Sembra facile, come si diceva a Carosello. Ma il discorso, o meglio, il parlare – spesso e vanvera – sulla giustizia non sembra aver mai fine. Innanzitutto, perché è proprio questa giustizia per così dir all’italiana che non smette mai di occuparsi di tutti noi. Chiedersi, dunque, il perché non sia una oziosa domanda e neppure una provocazione, ma soltanto una necessaria fase della stessa vicenda, appunto, all’italiana che scorre quotidianamente con noi.
Del resto, la cosiddetta prova del nove di questo nostro discorso si trova giorno dopo giorno persino nella più superficiale lettura di un qualsiasi giornale, che sembra spesso in concorrenza con gli altri – e anche con sé stesso – nell’illustrare accadimenti, per di più agli inizi e comunque in via di completamento. E che riguardano, in genere, persone note. Preferibilmente politiche.
Il caso La Russa jr è l’ultimo in ordine di tempo che nutre i nostri mass media (ma pare sia così anche in altri Paesi, ma ne dubitiamo) senza, tuttavia, aggiungere alcunché rispetto al déjà-vu e, in moltissimi casi, senza la necessaria riflessione su un vero e proprio “fenomeno” come questo. E ha un bel ribellarsi un quotidiano come il nostro, in cui un lucido Claudio Romiti ha detto ieri pane al pane e vino al vino, a proposito dell’andamento della giustizia della quale il minimo che potremmo aggiungere è che si sa quando parte (ufficialmente ben inteso) ma mai quando arriva. C’è una risposta, come stiamo dicendo, a questo – o meglio – ve ne è più d’una. Ed è diluita nel corso degli anni. Anzi, dei decenni. E che ha come presupposto la non responsabilità di chi giudica fin dall’avviso di garanzia.
Si dirà che l’introduzione per legge di una qualsiasi responsabilità del pm sarebbe di intralcio, per non dire di peggio, alla libertà di indagine in campo politico prevalendo, ma spesso sbagliando, il famoso pensiero di Hannah Arendt secondo la quale la sincerità non è annoverata fra le virtù politiche a differenza delle menzogne.

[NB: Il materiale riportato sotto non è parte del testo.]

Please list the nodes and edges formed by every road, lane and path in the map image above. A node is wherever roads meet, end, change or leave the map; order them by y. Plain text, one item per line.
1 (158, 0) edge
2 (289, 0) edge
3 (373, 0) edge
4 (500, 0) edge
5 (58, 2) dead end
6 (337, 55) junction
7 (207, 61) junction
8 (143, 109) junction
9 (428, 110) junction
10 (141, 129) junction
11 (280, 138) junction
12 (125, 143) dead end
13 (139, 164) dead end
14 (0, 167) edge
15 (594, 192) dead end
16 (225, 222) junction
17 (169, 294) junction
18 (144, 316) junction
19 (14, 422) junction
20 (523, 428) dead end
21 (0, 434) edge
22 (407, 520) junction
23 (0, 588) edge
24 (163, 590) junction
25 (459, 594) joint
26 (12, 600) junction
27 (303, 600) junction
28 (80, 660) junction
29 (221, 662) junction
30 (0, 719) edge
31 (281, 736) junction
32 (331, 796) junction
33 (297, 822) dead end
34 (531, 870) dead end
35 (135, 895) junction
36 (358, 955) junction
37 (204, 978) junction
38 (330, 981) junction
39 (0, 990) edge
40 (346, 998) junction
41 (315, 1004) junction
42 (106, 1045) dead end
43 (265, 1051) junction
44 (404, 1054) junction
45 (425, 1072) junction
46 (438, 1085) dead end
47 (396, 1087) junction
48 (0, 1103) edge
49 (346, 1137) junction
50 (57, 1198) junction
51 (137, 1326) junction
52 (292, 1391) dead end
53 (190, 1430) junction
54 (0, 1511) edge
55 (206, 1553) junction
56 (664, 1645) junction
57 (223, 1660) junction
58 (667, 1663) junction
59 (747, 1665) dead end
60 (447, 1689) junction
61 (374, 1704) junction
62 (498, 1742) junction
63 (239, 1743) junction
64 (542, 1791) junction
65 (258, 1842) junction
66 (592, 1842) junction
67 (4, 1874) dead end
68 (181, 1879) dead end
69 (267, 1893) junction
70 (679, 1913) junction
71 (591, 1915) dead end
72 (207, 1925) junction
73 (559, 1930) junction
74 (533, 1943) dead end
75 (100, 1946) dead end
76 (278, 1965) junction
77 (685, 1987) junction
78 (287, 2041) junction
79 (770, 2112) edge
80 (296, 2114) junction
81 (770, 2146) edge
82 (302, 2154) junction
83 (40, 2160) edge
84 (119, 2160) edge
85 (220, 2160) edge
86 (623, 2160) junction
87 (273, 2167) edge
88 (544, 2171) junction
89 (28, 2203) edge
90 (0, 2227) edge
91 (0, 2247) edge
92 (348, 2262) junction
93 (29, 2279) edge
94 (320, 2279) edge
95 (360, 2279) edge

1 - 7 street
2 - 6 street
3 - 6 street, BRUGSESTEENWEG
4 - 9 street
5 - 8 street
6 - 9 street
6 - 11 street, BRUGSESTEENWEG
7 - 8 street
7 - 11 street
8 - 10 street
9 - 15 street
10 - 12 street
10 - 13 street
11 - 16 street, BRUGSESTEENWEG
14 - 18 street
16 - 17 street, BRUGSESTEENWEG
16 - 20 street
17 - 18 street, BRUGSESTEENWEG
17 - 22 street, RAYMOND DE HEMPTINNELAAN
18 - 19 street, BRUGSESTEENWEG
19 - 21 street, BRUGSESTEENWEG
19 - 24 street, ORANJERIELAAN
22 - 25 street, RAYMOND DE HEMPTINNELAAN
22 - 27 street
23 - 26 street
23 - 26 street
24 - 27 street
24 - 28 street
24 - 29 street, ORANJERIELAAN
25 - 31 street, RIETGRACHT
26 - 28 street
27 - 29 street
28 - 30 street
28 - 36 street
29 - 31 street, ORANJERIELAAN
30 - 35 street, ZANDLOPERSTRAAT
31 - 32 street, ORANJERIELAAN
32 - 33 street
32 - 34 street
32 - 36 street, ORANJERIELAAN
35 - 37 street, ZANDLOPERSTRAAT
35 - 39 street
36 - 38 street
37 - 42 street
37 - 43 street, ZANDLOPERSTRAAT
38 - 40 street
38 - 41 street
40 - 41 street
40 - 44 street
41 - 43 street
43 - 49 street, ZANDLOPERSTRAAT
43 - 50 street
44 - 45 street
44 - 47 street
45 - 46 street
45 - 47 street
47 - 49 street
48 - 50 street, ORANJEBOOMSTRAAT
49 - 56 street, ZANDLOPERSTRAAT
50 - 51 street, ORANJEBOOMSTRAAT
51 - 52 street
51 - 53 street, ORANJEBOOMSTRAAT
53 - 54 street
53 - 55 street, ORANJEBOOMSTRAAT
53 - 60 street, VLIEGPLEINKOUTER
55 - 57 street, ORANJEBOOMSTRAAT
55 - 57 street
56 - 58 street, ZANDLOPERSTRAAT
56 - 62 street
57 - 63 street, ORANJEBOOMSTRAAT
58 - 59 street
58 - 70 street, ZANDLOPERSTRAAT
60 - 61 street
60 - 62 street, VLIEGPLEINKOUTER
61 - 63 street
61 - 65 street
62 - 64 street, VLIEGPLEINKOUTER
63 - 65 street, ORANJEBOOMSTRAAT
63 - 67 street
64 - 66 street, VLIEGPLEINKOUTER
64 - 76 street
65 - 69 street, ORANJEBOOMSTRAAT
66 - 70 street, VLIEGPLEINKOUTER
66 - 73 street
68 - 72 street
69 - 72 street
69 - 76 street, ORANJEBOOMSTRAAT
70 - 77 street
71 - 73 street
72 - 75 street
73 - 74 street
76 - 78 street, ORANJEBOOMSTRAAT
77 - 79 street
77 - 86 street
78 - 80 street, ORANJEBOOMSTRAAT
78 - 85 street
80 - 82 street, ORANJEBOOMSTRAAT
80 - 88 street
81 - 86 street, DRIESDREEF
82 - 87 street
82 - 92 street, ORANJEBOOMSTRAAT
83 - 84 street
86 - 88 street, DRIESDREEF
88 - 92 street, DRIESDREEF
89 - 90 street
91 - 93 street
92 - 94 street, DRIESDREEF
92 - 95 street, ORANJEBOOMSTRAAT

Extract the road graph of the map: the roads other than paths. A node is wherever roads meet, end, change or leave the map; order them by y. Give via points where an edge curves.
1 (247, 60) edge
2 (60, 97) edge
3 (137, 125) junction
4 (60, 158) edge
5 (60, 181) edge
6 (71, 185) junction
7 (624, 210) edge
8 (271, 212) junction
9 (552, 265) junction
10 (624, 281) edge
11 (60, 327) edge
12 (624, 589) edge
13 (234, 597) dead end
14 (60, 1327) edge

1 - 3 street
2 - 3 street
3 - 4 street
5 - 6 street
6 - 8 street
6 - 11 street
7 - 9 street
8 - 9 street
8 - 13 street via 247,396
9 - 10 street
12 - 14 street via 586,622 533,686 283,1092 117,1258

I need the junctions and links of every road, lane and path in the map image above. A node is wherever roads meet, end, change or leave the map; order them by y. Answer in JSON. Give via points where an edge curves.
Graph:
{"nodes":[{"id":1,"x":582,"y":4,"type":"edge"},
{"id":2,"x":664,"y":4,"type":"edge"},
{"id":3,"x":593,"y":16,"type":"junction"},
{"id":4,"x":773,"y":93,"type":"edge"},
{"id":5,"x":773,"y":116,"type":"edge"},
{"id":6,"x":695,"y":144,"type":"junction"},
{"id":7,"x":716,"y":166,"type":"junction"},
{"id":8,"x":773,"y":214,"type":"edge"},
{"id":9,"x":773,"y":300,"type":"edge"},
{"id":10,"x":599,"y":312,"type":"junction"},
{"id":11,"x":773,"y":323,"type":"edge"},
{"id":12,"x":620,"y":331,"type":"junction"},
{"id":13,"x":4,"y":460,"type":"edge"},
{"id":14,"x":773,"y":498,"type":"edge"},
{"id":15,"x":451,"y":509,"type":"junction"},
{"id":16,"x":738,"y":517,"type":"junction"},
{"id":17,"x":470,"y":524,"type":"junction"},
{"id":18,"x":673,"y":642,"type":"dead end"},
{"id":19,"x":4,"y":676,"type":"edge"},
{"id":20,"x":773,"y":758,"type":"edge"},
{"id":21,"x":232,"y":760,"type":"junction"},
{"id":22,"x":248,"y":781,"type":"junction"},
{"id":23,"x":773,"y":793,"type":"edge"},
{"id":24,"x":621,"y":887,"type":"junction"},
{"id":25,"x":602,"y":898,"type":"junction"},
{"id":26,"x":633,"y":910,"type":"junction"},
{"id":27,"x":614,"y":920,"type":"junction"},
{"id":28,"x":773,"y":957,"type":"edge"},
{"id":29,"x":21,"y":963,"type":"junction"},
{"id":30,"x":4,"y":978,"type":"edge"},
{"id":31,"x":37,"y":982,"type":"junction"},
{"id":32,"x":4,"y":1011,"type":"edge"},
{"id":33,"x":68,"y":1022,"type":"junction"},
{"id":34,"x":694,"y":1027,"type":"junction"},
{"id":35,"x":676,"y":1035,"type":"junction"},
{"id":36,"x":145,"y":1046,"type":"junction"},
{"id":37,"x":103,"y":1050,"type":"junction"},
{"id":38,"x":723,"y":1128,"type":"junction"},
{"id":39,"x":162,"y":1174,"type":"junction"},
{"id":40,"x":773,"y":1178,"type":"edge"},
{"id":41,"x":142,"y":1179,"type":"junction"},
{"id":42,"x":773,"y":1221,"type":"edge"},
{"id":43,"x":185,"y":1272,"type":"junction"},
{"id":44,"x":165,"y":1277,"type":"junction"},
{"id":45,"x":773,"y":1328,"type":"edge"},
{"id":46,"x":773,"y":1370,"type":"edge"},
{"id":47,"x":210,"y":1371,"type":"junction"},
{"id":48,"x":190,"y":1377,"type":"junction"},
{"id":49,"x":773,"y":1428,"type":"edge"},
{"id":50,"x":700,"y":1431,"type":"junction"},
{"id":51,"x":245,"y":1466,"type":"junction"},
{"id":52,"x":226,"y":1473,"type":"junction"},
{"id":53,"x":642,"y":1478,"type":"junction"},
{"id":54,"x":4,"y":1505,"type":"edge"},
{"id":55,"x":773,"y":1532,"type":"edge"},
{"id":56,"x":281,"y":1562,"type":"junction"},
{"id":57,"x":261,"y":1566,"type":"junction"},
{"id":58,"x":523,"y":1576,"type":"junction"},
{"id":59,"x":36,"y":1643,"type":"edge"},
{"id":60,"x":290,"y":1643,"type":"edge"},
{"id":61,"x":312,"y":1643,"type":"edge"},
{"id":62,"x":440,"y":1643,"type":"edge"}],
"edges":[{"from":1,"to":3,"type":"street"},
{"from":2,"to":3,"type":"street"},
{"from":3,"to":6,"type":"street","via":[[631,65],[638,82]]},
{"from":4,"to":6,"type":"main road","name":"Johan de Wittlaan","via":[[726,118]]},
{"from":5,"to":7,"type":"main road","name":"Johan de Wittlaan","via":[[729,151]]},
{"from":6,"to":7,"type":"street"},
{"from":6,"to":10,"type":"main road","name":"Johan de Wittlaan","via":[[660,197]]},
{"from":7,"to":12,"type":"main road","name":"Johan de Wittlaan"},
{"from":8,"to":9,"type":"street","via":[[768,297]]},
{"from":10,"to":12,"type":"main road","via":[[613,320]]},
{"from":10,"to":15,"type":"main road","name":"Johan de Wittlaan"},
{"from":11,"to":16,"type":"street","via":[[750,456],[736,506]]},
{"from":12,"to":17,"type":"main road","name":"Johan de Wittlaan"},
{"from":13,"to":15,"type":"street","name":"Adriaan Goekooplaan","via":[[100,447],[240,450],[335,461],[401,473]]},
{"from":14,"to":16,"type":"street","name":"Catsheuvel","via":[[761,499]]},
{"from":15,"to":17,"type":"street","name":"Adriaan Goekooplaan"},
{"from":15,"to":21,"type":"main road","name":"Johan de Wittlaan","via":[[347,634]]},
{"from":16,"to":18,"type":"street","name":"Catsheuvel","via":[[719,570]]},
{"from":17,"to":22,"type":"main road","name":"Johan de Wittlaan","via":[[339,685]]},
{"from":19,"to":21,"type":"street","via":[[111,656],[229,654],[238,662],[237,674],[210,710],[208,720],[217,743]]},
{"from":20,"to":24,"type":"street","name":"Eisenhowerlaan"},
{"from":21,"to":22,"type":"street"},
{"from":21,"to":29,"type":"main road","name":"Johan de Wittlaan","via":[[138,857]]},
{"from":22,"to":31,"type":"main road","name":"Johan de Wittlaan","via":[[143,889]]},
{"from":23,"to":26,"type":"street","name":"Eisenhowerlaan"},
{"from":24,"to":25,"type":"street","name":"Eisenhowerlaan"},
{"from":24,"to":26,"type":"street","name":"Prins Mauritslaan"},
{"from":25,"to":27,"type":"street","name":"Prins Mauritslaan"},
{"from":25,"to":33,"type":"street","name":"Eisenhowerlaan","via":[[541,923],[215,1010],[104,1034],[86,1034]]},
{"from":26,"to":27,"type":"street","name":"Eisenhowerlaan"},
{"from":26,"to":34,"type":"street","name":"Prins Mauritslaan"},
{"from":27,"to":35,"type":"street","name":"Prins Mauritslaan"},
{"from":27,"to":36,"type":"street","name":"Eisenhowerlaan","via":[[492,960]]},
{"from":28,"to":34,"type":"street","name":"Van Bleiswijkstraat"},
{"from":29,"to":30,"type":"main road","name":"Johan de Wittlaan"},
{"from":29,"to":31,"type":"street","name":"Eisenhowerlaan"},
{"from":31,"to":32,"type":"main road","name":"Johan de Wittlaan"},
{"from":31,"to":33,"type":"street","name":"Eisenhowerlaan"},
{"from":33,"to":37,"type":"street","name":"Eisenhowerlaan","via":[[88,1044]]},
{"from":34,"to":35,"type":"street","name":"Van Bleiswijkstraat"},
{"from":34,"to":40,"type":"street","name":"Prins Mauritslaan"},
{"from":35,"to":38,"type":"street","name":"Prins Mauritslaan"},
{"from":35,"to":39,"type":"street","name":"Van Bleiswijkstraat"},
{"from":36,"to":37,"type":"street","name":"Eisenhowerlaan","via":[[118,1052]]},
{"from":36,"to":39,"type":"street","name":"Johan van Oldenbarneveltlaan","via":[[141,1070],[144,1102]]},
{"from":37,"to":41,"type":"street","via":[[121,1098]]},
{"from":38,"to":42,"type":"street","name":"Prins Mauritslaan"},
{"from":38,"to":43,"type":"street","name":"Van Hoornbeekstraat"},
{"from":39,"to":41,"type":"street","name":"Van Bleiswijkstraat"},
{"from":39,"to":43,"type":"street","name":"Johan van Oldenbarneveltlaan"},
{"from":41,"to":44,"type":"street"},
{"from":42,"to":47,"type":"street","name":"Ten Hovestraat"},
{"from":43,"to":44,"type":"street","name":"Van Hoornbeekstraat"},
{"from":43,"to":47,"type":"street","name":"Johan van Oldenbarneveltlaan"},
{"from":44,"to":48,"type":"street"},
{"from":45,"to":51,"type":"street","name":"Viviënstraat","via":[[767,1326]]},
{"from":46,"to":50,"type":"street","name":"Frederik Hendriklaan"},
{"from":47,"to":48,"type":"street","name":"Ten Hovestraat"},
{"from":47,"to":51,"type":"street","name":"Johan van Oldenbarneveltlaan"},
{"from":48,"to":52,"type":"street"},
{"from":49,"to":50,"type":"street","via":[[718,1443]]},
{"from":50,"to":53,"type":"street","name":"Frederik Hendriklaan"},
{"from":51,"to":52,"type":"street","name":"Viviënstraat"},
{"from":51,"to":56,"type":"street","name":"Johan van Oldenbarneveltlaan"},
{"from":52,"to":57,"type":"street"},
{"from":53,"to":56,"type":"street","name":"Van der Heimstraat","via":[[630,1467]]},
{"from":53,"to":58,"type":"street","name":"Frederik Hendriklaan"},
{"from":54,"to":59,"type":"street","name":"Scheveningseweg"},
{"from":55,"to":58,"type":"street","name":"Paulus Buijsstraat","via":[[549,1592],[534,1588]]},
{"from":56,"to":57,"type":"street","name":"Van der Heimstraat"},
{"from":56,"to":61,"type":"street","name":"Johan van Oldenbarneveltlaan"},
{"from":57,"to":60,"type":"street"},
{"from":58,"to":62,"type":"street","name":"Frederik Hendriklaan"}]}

Ma noi vorremmo mettere l’accento su una questione, già accennata da Il Riformista, offerta dalla Procura della Repubblica di Firenze, secondo la quale, più o meno, le stragi del 1993 erano di sostegno al successo di Silvio Berlusconi. Ora, se un pensiero del genere attraversasse la mente di un qualsiasi giornalista, ne prenderemmo atto come dell’ennesima boutade del solito nemico di Berlusconi (anche post mortem). Ma messo su carta procuratizia, non può non suscitare qualche preoccupazione. Non tanto o non soltanto per un’accusa, priva tra l’altro di qualsiasi prova, ma per una e vera e propria intromissione nella stessa storia italiana nel tentativo di riscriverla.
Non deve essere sfuggita questa entrata a gamba tesa alla stessa premier che, come da copione, non ha risposto direttamente, riservando semmai indignazione e stupore per l’imputazione coatta contro il sottosegretario Delmastro Delle Vedove respingendo la richiesta archiviazione dalla Procura. Non c’è molto da stupirsi, diciamolo ad alta voce, come sempre. Vale a dire da decenni. Ed è ormai una consuetudine retorica quella di fermarsi, come purtroppo accade anche oggi, alla ovviamente giusta critica nei confronti di un operato con luci e ombre di cui si mostrano i limiti, per così dire vistosi.
Dichiarare, se non condannare, un “male” e la sua frequenza non ne è la soluzione. Ma, al contrario, una quasi noiosa presa d’atto di una incurabile malattia. Nulla di non curabile se si sceglie il percorso delle riforme. Ma non a parole, come in tutti questi anni.